■ **Directions**:
Filter these entries down to the lines that hold the word "dead", and show each of them.

Stored data:

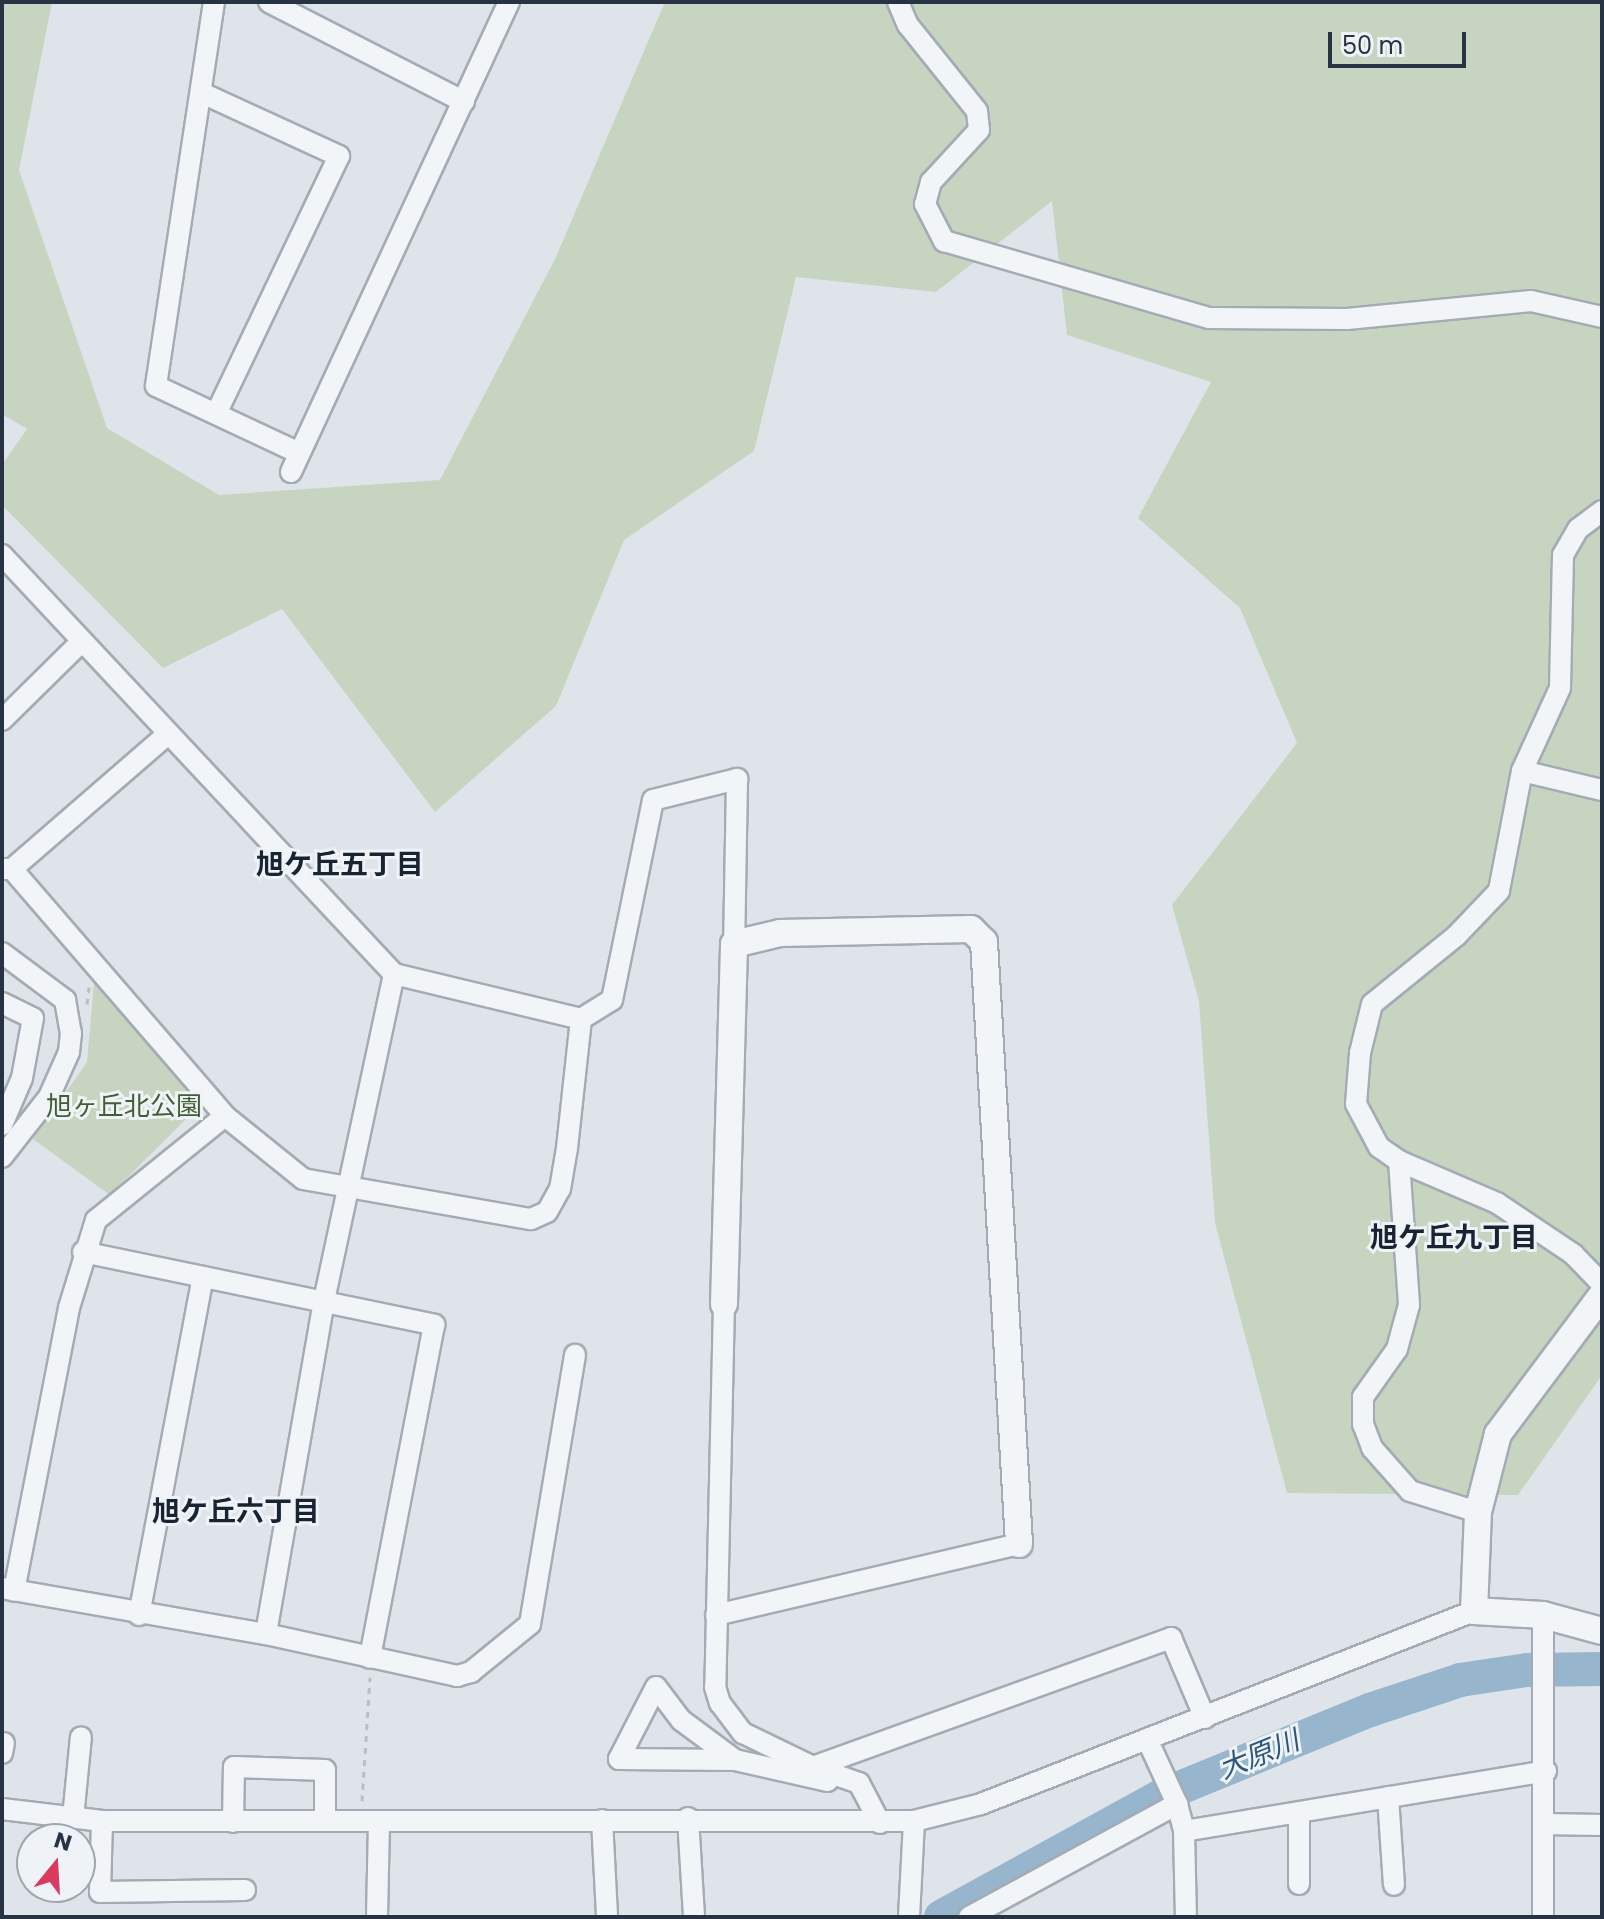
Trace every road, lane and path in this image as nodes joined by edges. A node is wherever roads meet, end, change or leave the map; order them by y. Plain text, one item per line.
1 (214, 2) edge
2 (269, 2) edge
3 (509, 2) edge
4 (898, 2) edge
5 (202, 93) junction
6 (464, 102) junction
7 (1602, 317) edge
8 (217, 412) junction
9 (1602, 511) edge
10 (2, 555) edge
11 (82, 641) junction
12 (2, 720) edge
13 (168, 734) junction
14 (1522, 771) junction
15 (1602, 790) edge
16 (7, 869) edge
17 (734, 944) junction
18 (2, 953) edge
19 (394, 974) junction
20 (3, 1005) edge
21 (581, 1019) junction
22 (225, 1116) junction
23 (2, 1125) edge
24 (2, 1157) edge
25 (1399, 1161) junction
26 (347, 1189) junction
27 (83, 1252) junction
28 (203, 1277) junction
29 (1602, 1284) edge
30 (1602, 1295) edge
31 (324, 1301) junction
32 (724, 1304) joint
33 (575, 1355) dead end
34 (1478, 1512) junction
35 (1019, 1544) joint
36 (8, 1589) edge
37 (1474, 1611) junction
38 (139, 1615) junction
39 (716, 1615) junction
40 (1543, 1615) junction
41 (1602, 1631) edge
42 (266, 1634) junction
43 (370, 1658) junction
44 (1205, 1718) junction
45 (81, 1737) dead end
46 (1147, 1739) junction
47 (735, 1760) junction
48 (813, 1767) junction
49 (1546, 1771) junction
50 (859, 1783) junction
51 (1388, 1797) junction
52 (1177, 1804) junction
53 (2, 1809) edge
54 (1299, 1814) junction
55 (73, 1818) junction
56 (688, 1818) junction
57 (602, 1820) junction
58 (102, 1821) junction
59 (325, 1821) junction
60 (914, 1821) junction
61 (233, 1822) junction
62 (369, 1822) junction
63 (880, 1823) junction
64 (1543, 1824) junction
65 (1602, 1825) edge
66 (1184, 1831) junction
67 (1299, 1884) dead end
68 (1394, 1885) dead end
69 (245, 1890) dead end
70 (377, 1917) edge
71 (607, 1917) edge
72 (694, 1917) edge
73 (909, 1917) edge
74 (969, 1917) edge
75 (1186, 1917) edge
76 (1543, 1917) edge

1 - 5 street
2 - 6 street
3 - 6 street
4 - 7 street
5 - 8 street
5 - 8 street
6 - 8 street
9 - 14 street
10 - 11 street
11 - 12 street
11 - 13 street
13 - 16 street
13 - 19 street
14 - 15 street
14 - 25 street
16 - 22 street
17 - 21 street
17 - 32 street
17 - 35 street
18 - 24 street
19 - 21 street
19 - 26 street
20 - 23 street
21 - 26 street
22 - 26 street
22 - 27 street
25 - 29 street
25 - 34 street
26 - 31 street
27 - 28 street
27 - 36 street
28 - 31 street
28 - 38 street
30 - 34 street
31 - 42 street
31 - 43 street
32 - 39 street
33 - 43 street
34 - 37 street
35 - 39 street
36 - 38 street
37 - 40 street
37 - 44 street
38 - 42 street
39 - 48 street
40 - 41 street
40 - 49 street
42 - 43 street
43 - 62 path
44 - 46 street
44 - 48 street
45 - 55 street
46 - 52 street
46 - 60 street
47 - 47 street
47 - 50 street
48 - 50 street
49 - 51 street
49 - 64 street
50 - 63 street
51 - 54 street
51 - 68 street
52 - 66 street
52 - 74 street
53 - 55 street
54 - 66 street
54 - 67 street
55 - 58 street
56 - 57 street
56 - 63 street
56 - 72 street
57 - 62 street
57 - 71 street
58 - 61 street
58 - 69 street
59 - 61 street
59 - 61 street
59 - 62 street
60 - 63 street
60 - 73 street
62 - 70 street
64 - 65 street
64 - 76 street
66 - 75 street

■ **Expected output**:
33 (575, 1355) dead end
45 (81, 1737) dead end
67 (1299, 1884) dead end
68 (1394, 1885) dead end
69 (245, 1890) dead end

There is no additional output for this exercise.